+++ DATASET ENTRIES +++
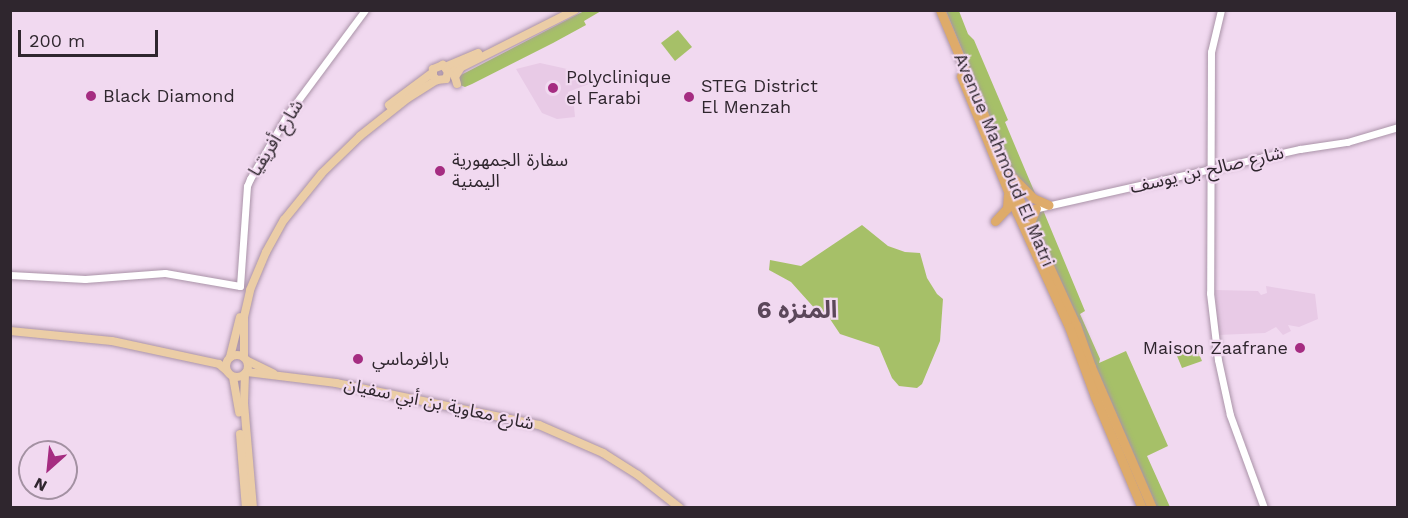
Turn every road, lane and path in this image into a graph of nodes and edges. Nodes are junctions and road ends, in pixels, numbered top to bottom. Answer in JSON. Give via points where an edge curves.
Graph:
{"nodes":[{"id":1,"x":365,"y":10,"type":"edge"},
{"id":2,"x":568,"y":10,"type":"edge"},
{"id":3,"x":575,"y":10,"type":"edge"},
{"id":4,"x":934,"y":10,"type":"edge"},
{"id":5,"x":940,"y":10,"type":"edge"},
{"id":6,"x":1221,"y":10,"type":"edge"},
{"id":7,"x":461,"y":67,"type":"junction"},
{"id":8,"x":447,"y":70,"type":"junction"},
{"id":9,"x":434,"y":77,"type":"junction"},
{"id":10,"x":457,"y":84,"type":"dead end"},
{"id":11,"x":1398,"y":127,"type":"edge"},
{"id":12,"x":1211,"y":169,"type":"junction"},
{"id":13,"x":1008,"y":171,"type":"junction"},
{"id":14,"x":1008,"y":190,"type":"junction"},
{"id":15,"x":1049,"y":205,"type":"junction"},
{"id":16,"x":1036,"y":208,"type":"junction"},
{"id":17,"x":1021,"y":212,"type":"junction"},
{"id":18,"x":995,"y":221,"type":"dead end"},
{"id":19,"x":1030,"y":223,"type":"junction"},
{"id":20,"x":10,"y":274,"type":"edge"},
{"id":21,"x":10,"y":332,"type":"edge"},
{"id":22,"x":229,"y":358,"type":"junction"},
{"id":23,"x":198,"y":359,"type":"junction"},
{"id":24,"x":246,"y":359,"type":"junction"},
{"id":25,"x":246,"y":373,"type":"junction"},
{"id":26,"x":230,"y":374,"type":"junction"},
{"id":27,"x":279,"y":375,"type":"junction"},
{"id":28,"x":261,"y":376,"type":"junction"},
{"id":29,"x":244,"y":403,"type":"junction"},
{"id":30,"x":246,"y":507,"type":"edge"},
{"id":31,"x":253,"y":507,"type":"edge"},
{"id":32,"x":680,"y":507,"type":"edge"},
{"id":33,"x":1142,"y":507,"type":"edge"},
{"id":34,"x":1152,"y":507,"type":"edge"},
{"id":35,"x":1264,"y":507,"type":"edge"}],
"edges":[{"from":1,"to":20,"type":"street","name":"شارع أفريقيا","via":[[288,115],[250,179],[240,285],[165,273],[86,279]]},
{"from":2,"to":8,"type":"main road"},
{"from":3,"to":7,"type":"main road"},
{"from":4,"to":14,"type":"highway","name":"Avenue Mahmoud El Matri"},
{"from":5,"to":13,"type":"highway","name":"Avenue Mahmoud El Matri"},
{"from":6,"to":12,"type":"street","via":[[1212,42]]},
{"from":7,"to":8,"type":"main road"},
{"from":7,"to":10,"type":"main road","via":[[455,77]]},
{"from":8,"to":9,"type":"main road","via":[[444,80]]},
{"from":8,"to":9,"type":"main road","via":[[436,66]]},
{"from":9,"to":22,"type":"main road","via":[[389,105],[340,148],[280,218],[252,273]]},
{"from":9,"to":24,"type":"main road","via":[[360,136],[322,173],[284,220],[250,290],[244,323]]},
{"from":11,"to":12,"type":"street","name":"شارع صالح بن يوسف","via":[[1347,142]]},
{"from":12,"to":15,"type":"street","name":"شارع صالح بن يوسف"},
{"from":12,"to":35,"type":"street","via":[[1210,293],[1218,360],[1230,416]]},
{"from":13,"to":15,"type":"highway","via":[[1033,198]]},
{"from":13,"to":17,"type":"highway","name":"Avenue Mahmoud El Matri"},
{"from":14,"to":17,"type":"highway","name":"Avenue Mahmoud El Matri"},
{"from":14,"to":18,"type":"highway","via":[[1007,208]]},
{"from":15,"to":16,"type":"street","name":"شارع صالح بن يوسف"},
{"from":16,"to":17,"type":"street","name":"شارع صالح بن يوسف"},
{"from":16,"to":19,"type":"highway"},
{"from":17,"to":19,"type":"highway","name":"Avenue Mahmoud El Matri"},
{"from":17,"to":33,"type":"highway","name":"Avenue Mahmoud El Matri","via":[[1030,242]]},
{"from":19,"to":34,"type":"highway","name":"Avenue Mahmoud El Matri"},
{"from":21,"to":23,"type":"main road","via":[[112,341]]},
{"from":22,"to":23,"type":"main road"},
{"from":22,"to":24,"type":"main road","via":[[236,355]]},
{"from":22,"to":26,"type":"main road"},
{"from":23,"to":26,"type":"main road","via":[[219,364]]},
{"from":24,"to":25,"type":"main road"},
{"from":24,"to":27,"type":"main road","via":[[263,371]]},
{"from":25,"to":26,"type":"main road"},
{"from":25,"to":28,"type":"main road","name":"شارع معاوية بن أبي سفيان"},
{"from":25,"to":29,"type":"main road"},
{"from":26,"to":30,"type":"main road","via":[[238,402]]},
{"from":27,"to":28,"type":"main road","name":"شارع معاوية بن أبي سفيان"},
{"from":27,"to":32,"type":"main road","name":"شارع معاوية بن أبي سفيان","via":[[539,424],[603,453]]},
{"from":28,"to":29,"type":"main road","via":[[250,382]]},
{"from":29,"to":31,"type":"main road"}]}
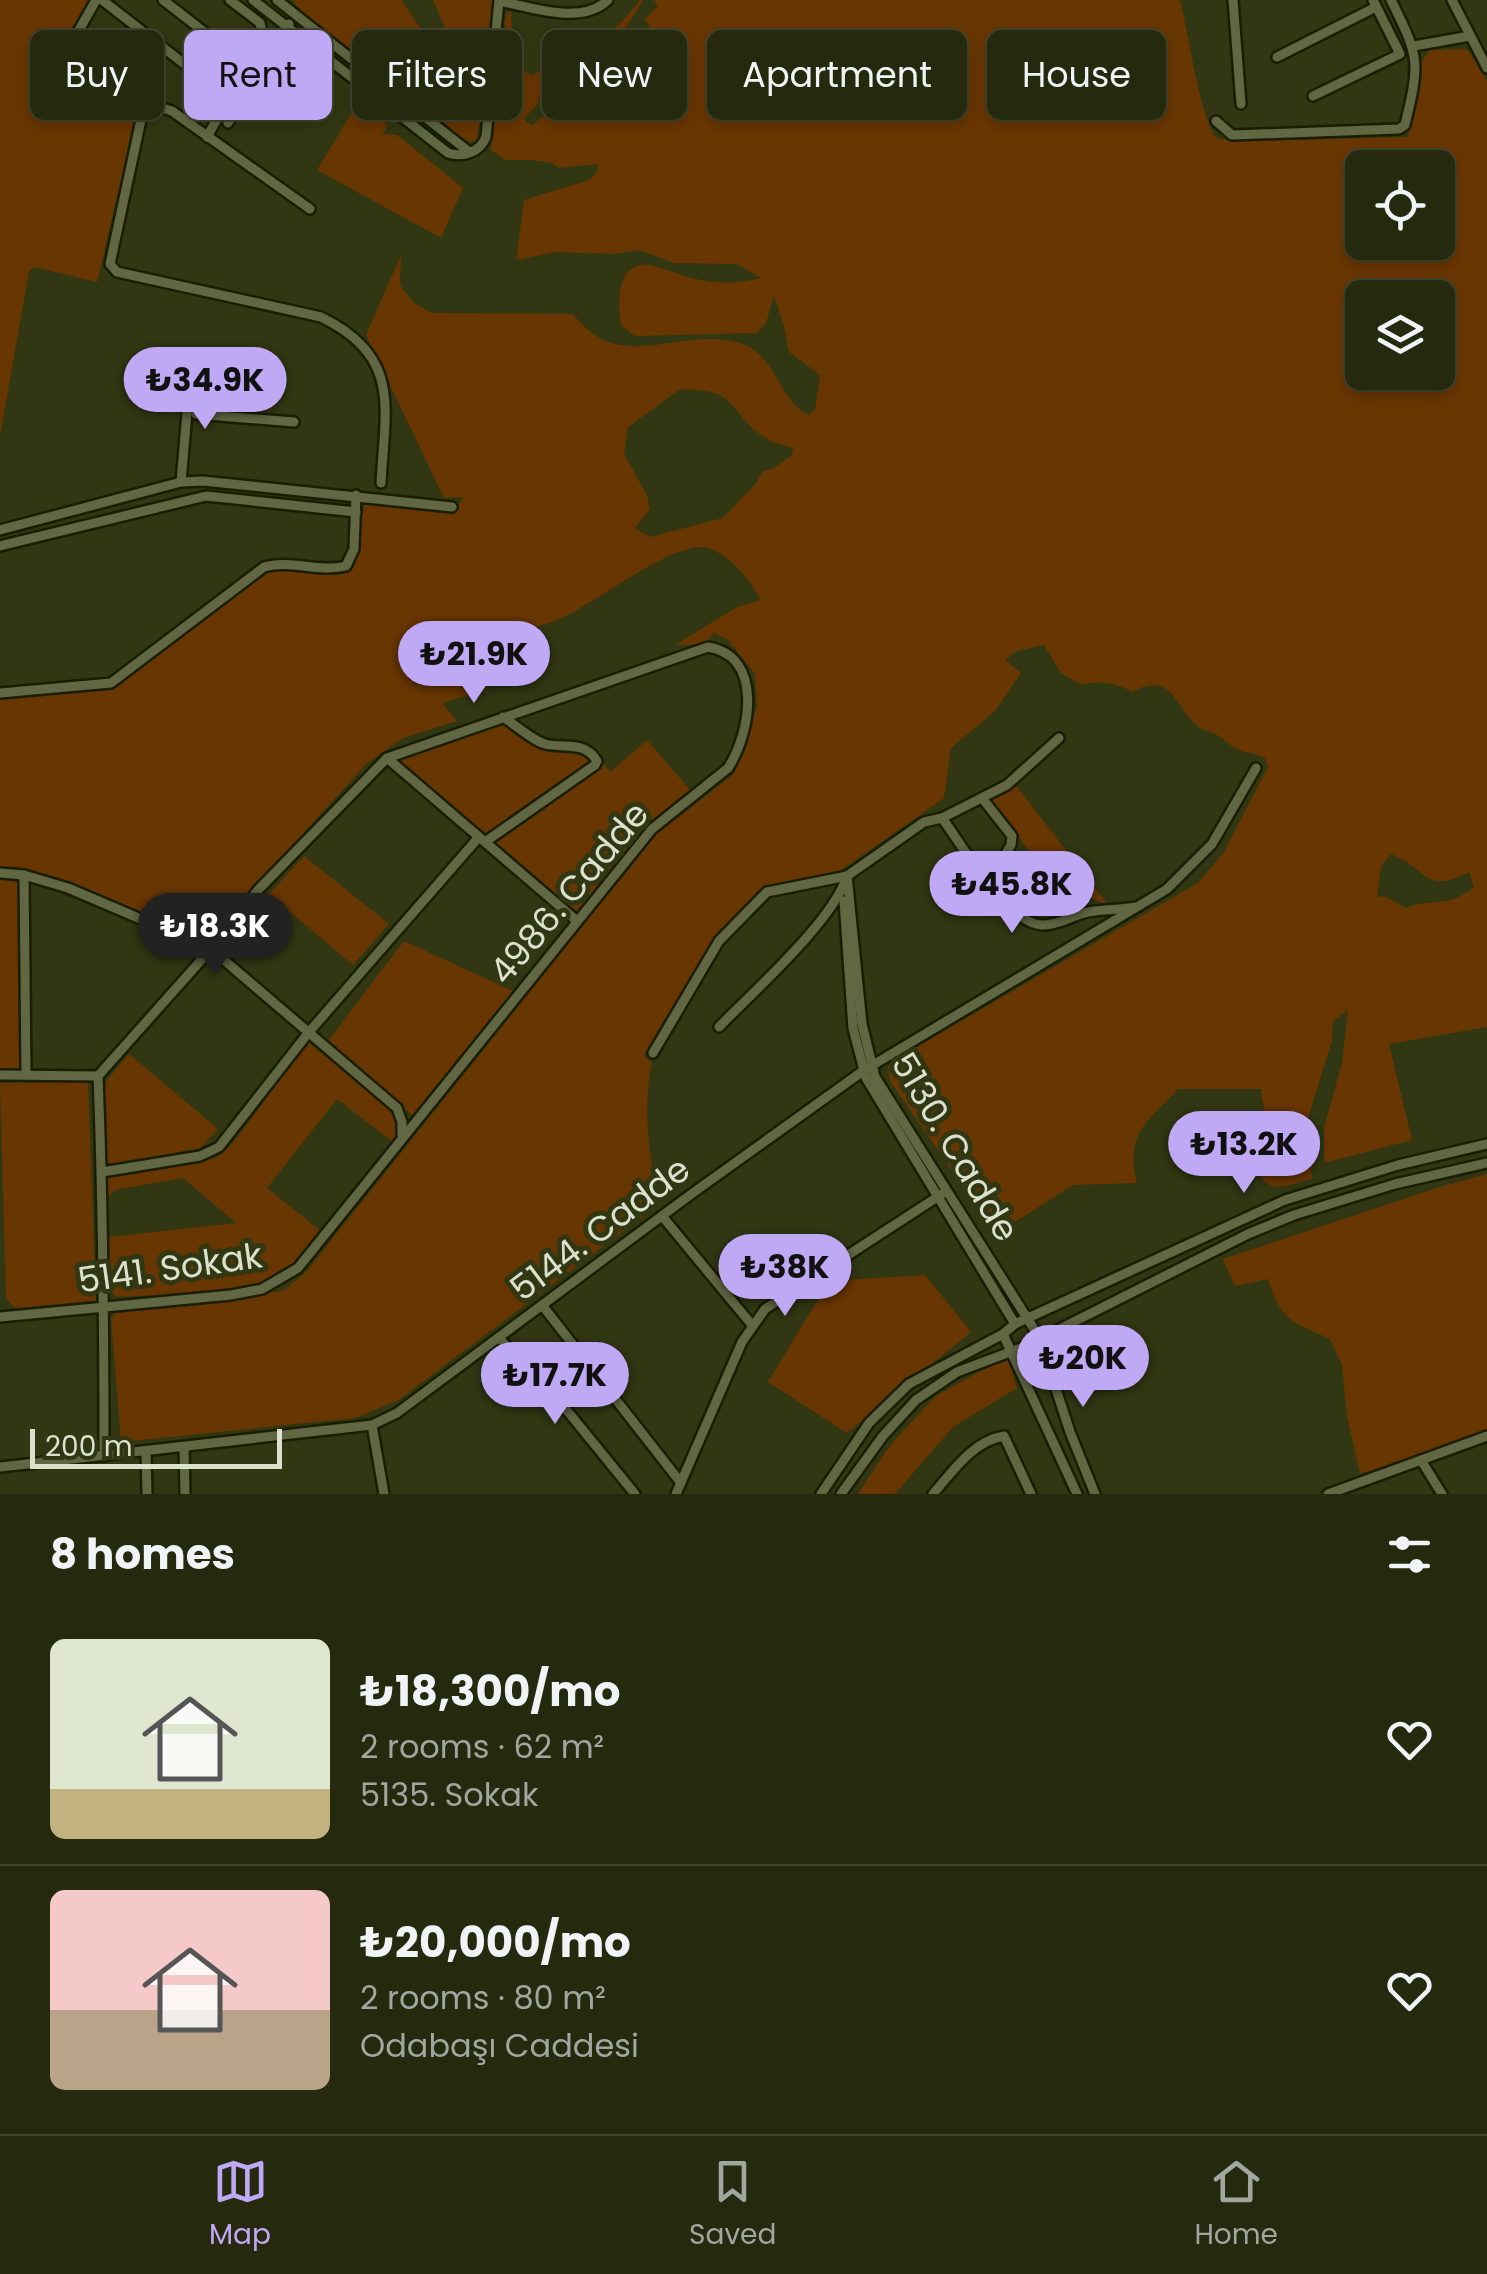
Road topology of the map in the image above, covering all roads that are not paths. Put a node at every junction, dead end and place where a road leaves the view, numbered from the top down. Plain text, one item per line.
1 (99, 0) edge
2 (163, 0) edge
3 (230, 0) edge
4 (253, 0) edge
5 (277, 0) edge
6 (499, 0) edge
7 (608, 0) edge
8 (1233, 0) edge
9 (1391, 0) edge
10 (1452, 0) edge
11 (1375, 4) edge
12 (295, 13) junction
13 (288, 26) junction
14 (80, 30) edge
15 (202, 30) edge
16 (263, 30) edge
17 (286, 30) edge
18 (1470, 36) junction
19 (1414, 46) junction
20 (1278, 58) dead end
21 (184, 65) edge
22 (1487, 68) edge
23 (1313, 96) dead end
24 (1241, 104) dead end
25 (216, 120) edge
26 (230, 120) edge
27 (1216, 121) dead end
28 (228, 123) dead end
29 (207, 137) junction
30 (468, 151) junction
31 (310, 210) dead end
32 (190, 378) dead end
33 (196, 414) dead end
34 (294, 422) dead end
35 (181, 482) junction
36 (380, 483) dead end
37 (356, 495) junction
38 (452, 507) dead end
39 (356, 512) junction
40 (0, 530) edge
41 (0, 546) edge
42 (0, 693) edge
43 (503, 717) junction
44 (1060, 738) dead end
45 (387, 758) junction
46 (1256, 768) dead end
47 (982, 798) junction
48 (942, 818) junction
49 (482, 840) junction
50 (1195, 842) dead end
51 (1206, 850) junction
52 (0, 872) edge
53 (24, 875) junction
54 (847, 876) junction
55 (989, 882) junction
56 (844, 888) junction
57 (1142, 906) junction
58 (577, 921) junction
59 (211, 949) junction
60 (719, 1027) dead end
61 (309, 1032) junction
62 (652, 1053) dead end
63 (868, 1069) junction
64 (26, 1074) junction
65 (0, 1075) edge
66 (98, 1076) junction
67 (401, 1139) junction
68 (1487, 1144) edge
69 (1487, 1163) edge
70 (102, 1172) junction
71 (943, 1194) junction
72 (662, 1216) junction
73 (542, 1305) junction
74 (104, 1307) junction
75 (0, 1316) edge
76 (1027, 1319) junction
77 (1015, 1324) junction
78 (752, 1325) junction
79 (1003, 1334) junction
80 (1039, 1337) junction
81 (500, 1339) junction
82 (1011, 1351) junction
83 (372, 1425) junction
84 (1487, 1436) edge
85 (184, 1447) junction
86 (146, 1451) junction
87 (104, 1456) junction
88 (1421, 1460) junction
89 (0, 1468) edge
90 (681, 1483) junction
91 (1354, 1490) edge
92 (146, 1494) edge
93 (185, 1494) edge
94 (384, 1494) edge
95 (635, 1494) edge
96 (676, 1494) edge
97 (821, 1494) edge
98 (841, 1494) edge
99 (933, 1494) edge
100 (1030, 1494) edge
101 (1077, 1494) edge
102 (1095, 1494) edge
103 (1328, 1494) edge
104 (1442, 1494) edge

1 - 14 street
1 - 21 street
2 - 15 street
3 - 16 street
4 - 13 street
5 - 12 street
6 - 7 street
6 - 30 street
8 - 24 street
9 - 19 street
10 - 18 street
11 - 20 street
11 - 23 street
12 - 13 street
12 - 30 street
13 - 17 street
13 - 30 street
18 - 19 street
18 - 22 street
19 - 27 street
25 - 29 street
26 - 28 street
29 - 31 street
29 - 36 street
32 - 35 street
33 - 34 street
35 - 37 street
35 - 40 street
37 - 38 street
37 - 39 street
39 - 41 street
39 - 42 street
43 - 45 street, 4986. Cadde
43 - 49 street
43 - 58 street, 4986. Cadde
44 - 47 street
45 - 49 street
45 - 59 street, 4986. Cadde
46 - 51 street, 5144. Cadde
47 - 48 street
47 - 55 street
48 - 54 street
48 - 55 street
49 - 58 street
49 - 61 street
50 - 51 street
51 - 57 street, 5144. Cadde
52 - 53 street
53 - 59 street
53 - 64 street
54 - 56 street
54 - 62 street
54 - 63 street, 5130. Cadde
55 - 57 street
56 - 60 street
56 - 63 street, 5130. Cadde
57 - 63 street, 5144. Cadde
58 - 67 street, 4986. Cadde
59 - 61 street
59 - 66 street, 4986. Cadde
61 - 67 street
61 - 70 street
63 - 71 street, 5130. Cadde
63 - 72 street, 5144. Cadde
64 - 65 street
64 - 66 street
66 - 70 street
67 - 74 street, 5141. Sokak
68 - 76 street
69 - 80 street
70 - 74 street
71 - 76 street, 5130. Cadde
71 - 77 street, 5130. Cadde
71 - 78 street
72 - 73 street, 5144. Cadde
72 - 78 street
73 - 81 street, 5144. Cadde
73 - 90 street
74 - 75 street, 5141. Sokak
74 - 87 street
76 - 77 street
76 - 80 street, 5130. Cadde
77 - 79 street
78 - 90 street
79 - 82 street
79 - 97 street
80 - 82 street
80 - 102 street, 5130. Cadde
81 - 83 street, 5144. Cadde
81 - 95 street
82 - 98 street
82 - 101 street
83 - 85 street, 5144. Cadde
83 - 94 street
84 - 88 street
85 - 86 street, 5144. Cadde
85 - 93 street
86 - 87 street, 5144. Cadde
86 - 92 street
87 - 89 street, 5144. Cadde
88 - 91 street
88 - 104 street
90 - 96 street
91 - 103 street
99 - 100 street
+++
EXERCISE GOAL:
Wherever the string "every" appears in the data above, report the whole line.

ANSWER TO THE PROBLEM:
Turn every road, lane and path in this image into a graph of nodes and edges. Nodes are junctions and road ends, in pixels, numbered top to bottom. Answer in JSON. Give via points where an edge curves.
Road topology of the map in the image above, covering all roads that are not paths. Put a node at every junction, dead end and place where a road leaves the view, numbered from the top down. Plain text, one item per line.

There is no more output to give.